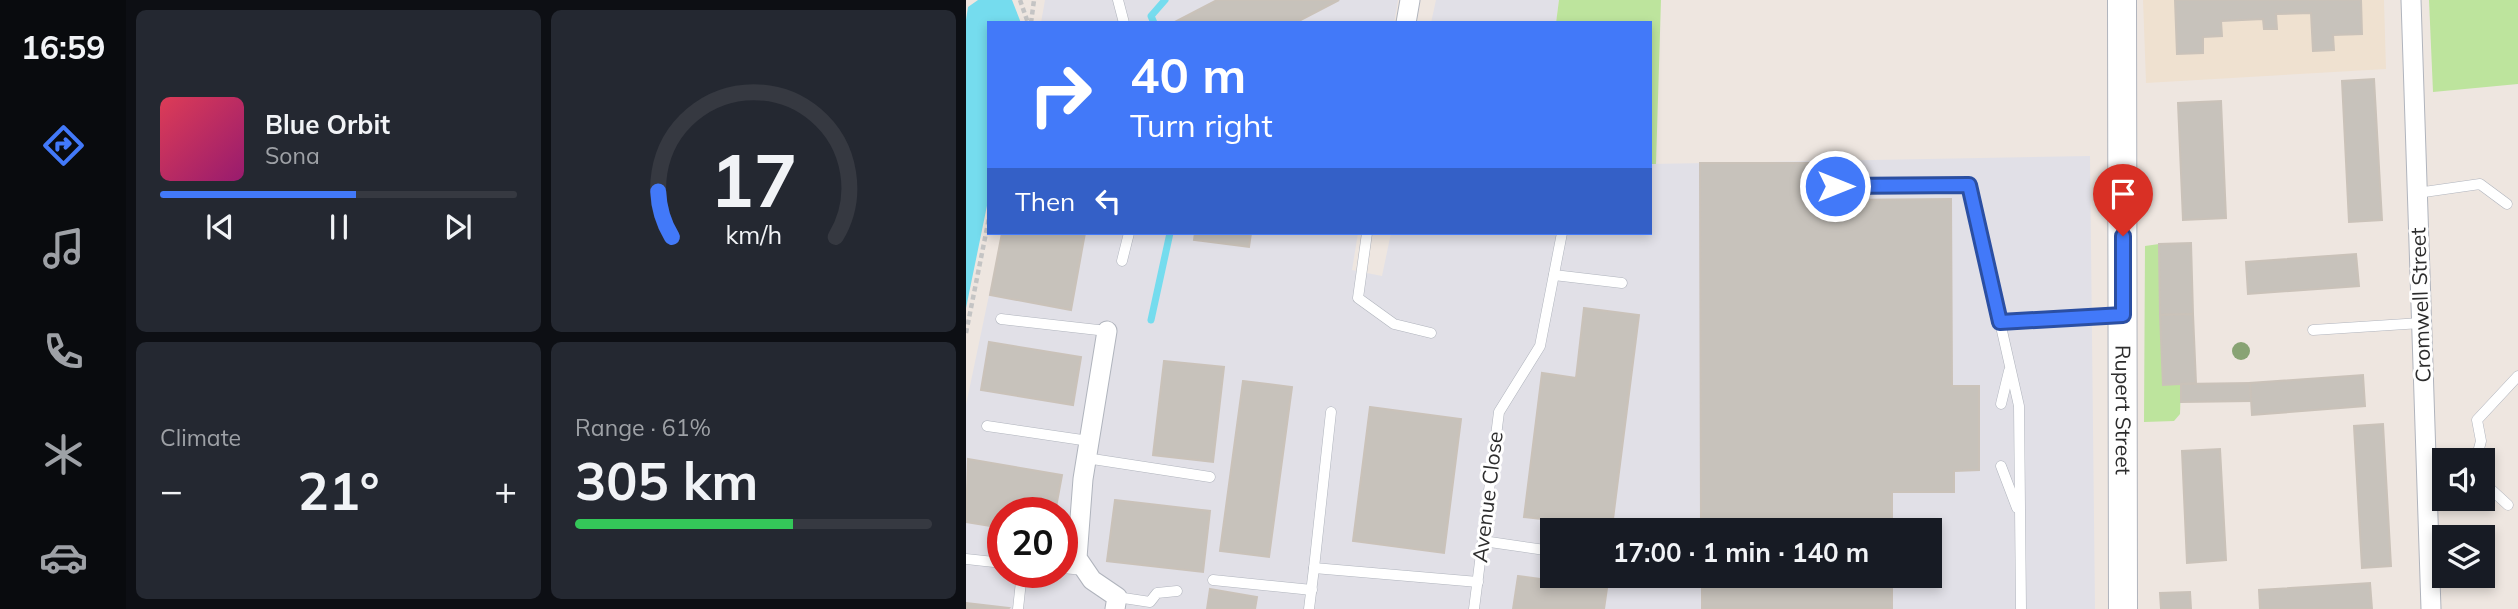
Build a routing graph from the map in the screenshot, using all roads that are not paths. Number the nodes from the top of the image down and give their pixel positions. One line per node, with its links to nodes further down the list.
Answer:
1 (1118, 0): 5 (lane)
2 (1410, 0): 6 (street)
3 (2122, 0): 16 (street, Rupert Street)
4 (2411, 0): 8 (street, Cromwell Street)
5 (1123, 21)
6 (1406, 21)
7 (1835, 186): 18 (lane)
8 (2417, 192): 9 (lane); 19 (street, Cromwell Street)
9 (2507, 204)
10 (1128, 235): 13 (lane)
11 (1367, 235): 22 (lane)
12 (1563, 235): 14 (lane)
13 (1122, 261)
14 (1554, 275): 15 (lane); 37 (lane, Avenue Close)
15 (1622, 283)
16 (2123, 315): 18 (lane); 54 (street, Rupert Street)
17 (1001, 318): 21 (lane)
18 (2000, 322): 23 (lane)
19 (2421, 323): 20 (lane); 28 (street, Cromwell Street)
20 (2313, 330)
21 (1107, 331): 30 (street)
22 (1431, 333)
23 (2010, 367): 25 (lane); 36 (lane)
24 (2518, 376): 29 (lane)
25 (2001, 404)
26 (1331, 412): 41 (lane)
27 (987, 426): 30 (lane)
28 (2433, 448)
29 (2479, 448)
30 (1088, 449): 32 (lane); 43 (street)
31 (2001, 466): 36 (lane)
32 (1210, 477)
33 (2495, 493): 34 (lane)
34 (2508, 505)
35 (2435, 511): 55 (street, Cromwell Street)
36 (2020, 515): 53 (lane)
37 (1483, 541): 38 (lane); 45 (lane, Avenue Close)
38 (1540, 549)
39 (966, 559): 40 (lane)
40 (987, 561)
41 (1314, 568): 45 (lane, Avenue Close); 47 (lane)
42 (1078, 569): 43 (lane)
43 (1085, 570): 49 (street)
44 (1213, 580): 47 (lane)
45 (1478, 582): 52 (lane, Avenue Close)
46 (1020, 588): 50 (lane)
47 (1311, 590): 51 (lane)
48 (1177, 591): 49 (lane)
49 (1116, 603)
50 (1018, 609)
51 (1309, 609)
52 (1474, 609)
53 (2021, 609)
54 (2123, 609)
55 (2431, 609)

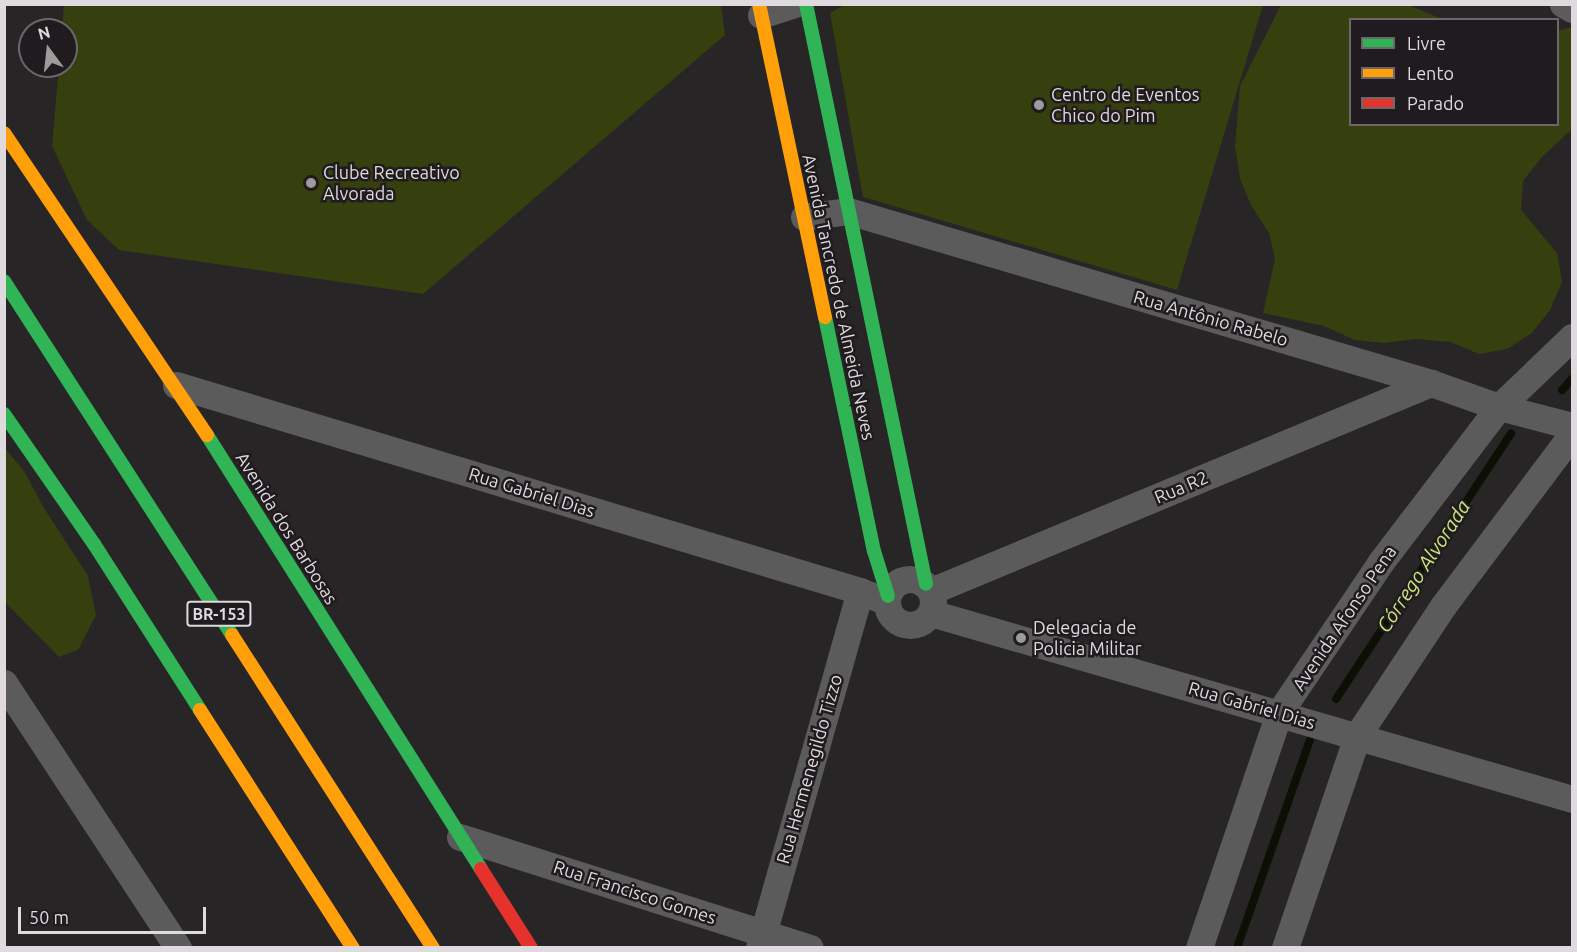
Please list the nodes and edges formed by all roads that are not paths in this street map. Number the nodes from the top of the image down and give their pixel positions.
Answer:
1 (794, 4) edge
2 (806, 4) edge
3 (1563, 4) edge
4 (1572, 9) edge
5 (760, 10) edge
6 (4, 133) edge
7 (848, 211) junction
8 (804, 217) junction
9 (4, 281) edge
10 (1572, 337) edge
11 (1431, 383) junction
12 (176, 385) junction
13 (1499, 407) junction
14 (4, 414) edge
15 (1572, 426) edge
16 (1572, 434) edge
17 (860, 591) junction
18 (929, 596) junction
19 (888, 599) junction
20 (4, 683) edge
21 (1279, 713) junction
22 (1357, 736) junction
23 (1572, 799) edge
24 (460, 837) junction
25 (761, 940) edge
26 (178, 948) edge
27 (353, 948) edge
28 (433, 948) edge
29 (531, 948) edge
30 (810, 948) edge
31 (1199, 948) edge
32 (1285, 948) edge

1 - 5 street
2 - 7 main road, Avenida Tancredo de Almeida Neves
3 - 4 street
5 - 8 main road, Avenida Tancredo de Almeida Neves
6 - 12 main road, Avenida dos Barbosas
7 - 8 street
7 - 11 street, Rua Antônio Rabelo
7 - 18 main road, Avenida Tancredo de Almeida Neves
8 - 19 main road, Avenida Tancredo de Almeida Neves
9 - 28 main road, BR-153
10 - 13 street, Avenida Afonso Pena
11 - 13 street, Rua Antônio Rabelo
11 - 18 street, Rua R2
12 - 17 street, Rua Gabriel Dias
12 - 24 main road, Avenida dos Barbosas
13 - 15 street, Rua Antônio Rabelo
13 - 21 street, Avenida Afonso Pena
14 - 27 main road
16 - 22 street
17 - 19 street, Rua Gabriel Dias
17 - 25 street, Rua Hermenegildo Tizzo
18 - 19 street, Rua Gabriel Dias
18 - 19 street, Rua Gabriel Dias
18 - 21 street, Rua Gabriel Dias
20 - 26 street
21 - 22 street, Rua Gabriel Dias
21 - 31 street, Avenida Afonso Pena
22 - 23 street, Rua Gabriel Dias
22 - 32 street
24 - 25 street, Rua Francisco Gomes
24 - 29 main road, Avenida dos Barbosas
25 - 30 street, Rua Francisco Gomes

> [WHAT THIS TASK INVOLVES] None of the pictures should appear; the rest of the entries must be reproduced exactly.

> [OUTPUT BELOW]
Build a routing graph from the map in the screenshot, using all roads that are not paths. Number the nodes from the top of the image down and give their pixel positions. One line per node, with its links to nodes further down the list.
Answer:
1 (1118, 0): 5 (lane)
2 (1410, 0): 6 (street)
3 (2122, 0): 16 (street, Rupert Street)
4 (2411, 0): 8 (street, Cromwell Street)
5 (1123, 21)
6 (1406, 21)
7 (1835, 186): 18 (lane)
8 (2417, 192): 9 (lane); 19 (street, Cromwell Street)
9 (2507, 204)
10 (1128, 235): 13 (lane)
11 (1367, 235): 22 (lane)
12 (1563, 235): 14 (lane)
13 (1122, 261)
14 (1554, 275): 15 (lane); 37 (lane, Avenue Close)
15 (1622, 283)
16 (2123, 315): 18 (lane); 54 (street, Rupert Street)
17 (1001, 318): 21 (lane)
18 (2000, 322): 23 (lane)
19 (2421, 323): 20 (lane); 28 (street, Cromwell Street)
20 (2313, 330)
21 (1107, 331): 30 (street)
22 (1431, 333)
23 (2010, 367): 25 (lane); 36 (lane)
24 (2518, 376): 29 (lane)
25 (2001, 404)
26 (1331, 412): 41 (lane)
27 (987, 426): 30 (lane)
28 (2433, 448)
29 (2479, 448)
30 (1088, 449): 32 (lane); 43 (street)
31 (2001, 466): 36 (lane)
32 (1210, 477)
33 (2495, 493): 34 (lane)
34 (2508, 505)
35 (2435, 511): 55 (street, Cromwell Street)
36 (2020, 515): 53 (lane)
37 (1483, 541): 38 (lane); 45 (lane, Avenue Close)
38 (1540, 549)
39 (966, 559): 40 (lane)
40 (987, 561)
41 (1314, 568): 45 (lane, Avenue Close); 47 (lane)
42 (1078, 569): 43 (lane)
43 (1085, 570): 49 (street)
44 (1213, 580): 47 (lane)
45 (1478, 582): 52 (lane, Avenue Close)
46 (1020, 588): 50 (lane)
47 (1311, 590): 51 (lane)
48 (1177, 591): 49 (lane)
49 (1116, 603)
50 (1018, 609)
51 (1309, 609)
52 (1474, 609)
53 (2021, 609)
54 (2123, 609)
55 (2431, 609)

Please list the nodes and edges formed by all roads that are not paths in this street map. Number the nodes from the top of the image down and give their pixel positions.
Answer:
1 (794, 4) edge
2 (806, 4) edge
3 (1563, 4) edge
4 (1572, 9) edge
5 (760, 10) edge
6 (4, 133) edge
7 (848, 211) junction
8 (804, 217) junction
9 (4, 281) edge
10 (1572, 337) edge
11 (1431, 383) junction
12 (176, 385) junction
13 (1499, 407) junction
14 (4, 414) edge
15 (1572, 426) edge
16 (1572, 434) edge
17 (860, 591) junction
18 (929, 596) junction
19 (888, 599) junction
20 (4, 683) edge
21 (1279, 713) junction
22 (1357, 736) junction
23 (1572, 799) edge
24 (460, 837) junction
25 (761, 940) edge
26 (178, 948) edge
27 (353, 948) edge
28 (433, 948) edge
29 (531, 948) edge
30 (810, 948) edge
31 (1199, 948) edge
32 (1285, 948) edge

1 - 5 street
2 - 7 main road, Avenida Tancredo de Almeida Neves
3 - 4 street
5 - 8 main road, Avenida Tancredo de Almeida Neves
6 - 12 main road, Avenida dos Barbosas
7 - 8 street
7 - 11 street, Rua Antônio Rabelo
7 - 18 main road, Avenida Tancredo de Almeida Neves
8 - 19 main road, Avenida Tancredo de Almeida Neves
9 - 28 main road, BR-153
10 - 13 street, Avenida Afonso Pena
11 - 13 street, Rua Antônio Rabelo
11 - 18 street, Rua R2
12 - 17 street, Rua Gabriel Dias
12 - 24 main road, Avenida dos Barbosas
13 - 15 street, Rua Antônio Rabelo
13 - 21 street, Avenida Afonso Pena
14 - 27 main road
16 - 22 street
17 - 19 street, Rua Gabriel Dias
17 - 25 street, Rua Hermenegildo Tizzo
18 - 19 street, Rua Gabriel Dias
18 - 19 street, Rua Gabriel Dias
18 - 21 street, Rua Gabriel Dias
20 - 26 street
21 - 22 street, Rua Gabriel Dias
21 - 31 street, Avenida Afonso Pena
22 - 23 street, Rua Gabriel Dias
22 - 32 street
24 - 25 street, Rua Francisco Gomes
24 - 29 main road, Avenida dos Barbosas
25 - 30 street, Rua Francisco Gomes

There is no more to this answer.